Q8: In quadrilaterals, (2 Marks)
(i) which of them have their diagonals bisecting each other?
(ii) which of them have their diagonal perpendicular to each other?
(iii) which of them have equal diagonals?
Ans:
(i) Diagonals bisect each other in: Parallelogram, Rhombus, Rectangle, Square.
(ii) Diagonals are perpendicular in: Rhombus, Square, Kite
(iii) Diagonals are equal to each other in: Rectangle, Square

Q9: Find the measure of all four angles of a parallelogram whose consecutive angles are in the ratio 1 : 3. (3 Marks)
Ans:
Given,
The ratio of two consecutive angles of a parallelogram = 1 : 3
Let x and 3x be the two consecutive angles.
We know that the sum of interior angles on the same side of the transversal is 180°.
Therefore, x + 3x = 180°
4x = 180°
x = 180°/4
x = 45°
⇒ 3x = 3(45°) = 135°
Thus, the measure of two consecutive angles is 45° and 135°.
As we know, the opposite angles of a parallelogram are equal.
Hence, the measure of all four angles is 45°, 135°, 45°, and 135°.

Q10: A diagonal and a side of a rhombus are of equal length. Find the measure of the angles of the rhombus.(3 Marks)
Ans:
Let ABCD be the rhombus.
Thus, AB = BC = CD = DA

Given that a side and a diagonal are equal.AB = BD (say)
Therefore, AB = BC = CD = DA = BD
Now, all the sides of a triangle ABD are equal.
Therefore, ΔABD is an equilateral triangle.
Similarly,
ΔBCD is also an equilateral triangle.
Thus, ∠A = ∠ABD = ∠ADB = ∠DBC = ∠C = ∠CDB = 60°
∠B = ∠ABD + ∠DBC = 60° + 60° = 120°
And
∠D = ∠ADB + ∠CDB = 60° + 60° = 120°
Hence, the angles of the rhombus are 60°, 120°, 60° and 120°.

Q11: In the following figure, RUNS is a parallelogram. Find x and y. (Lengths are in cm) (3 Marks)

Ans: In a parallelogram, the diagonals bisect each other. This means the diagonals divide each other into two equal parts. We can use this property to find the values of x and y. 

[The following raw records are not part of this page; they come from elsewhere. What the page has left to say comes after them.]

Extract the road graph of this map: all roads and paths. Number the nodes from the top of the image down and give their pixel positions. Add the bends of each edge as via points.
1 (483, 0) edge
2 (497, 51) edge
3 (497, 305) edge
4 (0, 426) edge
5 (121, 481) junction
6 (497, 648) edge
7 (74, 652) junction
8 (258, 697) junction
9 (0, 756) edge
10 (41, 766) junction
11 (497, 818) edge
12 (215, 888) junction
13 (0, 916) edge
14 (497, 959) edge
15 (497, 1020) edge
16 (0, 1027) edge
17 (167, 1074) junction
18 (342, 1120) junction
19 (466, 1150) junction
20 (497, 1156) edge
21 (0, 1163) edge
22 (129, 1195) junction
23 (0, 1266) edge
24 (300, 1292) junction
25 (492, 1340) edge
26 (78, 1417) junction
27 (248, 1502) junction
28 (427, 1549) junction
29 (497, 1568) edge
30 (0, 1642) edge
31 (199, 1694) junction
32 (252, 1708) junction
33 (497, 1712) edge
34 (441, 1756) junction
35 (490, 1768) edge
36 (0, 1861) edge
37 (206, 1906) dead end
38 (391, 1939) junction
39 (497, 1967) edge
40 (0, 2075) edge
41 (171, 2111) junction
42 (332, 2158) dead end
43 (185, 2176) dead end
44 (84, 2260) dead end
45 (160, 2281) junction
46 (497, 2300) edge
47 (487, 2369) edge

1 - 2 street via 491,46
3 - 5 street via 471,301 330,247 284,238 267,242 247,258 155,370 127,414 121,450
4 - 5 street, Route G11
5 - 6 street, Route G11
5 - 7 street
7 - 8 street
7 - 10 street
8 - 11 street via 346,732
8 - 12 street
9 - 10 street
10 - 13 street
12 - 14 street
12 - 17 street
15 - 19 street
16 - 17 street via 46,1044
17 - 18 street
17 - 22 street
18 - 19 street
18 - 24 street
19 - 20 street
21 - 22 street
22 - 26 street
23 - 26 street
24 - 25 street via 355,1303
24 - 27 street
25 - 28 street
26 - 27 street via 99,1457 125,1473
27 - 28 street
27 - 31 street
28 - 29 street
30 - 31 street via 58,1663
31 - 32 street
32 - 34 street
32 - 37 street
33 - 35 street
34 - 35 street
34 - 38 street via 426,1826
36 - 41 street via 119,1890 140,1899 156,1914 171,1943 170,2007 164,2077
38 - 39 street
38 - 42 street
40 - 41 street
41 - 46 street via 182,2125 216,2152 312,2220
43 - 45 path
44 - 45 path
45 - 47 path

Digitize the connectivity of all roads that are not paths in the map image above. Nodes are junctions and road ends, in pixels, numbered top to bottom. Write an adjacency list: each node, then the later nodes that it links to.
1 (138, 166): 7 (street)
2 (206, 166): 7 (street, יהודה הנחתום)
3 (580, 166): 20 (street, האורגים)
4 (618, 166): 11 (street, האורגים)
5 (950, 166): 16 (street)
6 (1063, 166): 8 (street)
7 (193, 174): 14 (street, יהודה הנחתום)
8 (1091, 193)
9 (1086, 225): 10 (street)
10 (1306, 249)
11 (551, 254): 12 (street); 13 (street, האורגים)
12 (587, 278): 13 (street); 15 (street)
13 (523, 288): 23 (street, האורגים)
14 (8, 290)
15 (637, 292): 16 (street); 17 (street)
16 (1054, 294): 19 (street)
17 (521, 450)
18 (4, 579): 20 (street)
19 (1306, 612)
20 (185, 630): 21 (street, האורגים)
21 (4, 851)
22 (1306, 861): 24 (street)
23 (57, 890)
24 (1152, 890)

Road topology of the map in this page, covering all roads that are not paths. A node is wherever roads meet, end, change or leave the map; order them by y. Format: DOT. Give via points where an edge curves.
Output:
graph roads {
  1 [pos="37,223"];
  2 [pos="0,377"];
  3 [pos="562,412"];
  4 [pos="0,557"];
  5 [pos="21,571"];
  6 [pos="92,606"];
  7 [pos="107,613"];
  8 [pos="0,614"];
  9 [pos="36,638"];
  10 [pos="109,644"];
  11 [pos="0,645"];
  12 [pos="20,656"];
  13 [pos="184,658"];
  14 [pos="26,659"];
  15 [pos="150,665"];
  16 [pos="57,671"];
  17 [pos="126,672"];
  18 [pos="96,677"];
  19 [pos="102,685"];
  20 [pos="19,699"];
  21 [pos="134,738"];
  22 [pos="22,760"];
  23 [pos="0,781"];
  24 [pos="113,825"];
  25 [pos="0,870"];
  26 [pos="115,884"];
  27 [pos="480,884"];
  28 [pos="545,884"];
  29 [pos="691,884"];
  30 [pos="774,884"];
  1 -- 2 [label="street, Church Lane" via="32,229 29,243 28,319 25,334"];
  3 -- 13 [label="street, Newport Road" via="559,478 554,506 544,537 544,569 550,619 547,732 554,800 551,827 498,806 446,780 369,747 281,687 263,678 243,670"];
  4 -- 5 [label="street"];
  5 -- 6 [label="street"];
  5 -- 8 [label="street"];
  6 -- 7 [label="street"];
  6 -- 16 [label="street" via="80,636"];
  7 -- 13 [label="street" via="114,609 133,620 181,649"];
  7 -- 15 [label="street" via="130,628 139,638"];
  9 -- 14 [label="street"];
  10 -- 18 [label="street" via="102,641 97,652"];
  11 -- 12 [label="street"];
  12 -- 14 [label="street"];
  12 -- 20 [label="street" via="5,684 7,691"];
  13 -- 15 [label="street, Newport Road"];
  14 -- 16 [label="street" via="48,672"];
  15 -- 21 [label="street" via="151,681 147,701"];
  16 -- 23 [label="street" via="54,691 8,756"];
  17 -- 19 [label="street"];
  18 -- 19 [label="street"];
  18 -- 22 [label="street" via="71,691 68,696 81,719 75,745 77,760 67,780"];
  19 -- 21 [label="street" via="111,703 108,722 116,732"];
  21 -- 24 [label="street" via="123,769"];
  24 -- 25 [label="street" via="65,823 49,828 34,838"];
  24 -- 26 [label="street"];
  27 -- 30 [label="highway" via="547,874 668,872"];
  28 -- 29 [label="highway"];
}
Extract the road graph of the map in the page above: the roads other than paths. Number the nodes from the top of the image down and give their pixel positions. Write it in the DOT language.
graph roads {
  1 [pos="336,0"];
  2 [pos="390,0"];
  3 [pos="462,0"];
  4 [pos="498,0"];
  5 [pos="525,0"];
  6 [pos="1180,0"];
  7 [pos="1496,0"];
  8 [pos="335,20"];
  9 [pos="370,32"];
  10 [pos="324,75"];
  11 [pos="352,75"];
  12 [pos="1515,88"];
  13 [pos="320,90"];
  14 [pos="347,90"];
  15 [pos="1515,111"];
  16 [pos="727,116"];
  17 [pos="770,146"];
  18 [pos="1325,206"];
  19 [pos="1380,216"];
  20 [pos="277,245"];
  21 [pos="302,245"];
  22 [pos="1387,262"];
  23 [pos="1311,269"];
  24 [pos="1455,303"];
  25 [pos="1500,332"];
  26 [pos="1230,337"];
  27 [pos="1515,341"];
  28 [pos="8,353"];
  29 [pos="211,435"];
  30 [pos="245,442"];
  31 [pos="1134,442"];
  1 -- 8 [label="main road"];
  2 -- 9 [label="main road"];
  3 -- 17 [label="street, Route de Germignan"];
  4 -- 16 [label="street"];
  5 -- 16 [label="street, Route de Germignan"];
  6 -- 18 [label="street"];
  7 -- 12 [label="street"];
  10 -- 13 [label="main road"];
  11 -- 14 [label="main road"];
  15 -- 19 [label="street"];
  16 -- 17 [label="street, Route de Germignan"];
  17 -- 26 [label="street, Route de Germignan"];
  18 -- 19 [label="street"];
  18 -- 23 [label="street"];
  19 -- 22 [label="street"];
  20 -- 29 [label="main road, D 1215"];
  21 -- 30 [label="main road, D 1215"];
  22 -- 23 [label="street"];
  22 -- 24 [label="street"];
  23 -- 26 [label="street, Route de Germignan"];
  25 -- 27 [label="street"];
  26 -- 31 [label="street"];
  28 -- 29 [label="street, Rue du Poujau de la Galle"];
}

Q12: Adjacent sides of a rectangle are in the ratio 5 : 12, if the perimeter of the rectangle is 34 cm, find the length of the diagonal. (5 Marks)
Ans:
Given,
Ratio of the adjacent sides of the rectangle = 5 : 12
Let 5x and 12x be the two adjacent sides.
We know that the sum of all sides of a rectangle is equal to its perimeter.
Thus,
5x + 12x + 5x + 12x = 34 cm (given)
34x = 34
x = 34/34
x = 1 cm
Therefore, the adjacent sides are 5 cm and 12 cm respectively.
i.e. l = 12 cm, b = 5 cm
Length of the diagonal = √(l² + b²)
= √(12² + 5²)
= √(144 + 25)
= √169
= 13 cm
Hence, the length of the diagonal is 13 cm.

Q13: ABCD is a parallelogram with ∠A = 80°. The internal bisectors of ∠B and ∠C meet each other at O. Find the measure of the three angles of ΔBCO. (5 Marks)
Ans:
Given,
∠A = 80°

We know that the opposite angles of a parallelogram are equal.
∠A = ∠C = 80°
And
∠OCB = (1/2) × ∠C
= (1/2) × 80°
= 40°
∠B = 180° – ∠A (the sum of interior angles on the same side of the transversal is 180)
= 180° – 80°
= 100°
Also,
∠CBO = (1/2) × ∠B
= (1/2) × 100°
= 50°
By the angle sum property of triangle BCO,
∠BOC + ∠OBC + ∠CBO = 180°
∠BOC = 180° – (∠OBC + CBO)
= 180° – (40° + 50°)
= 180° – 90°
= 90°
Hence, the measure of all three angles of a triangle BCO is 40°, 50° and 90°.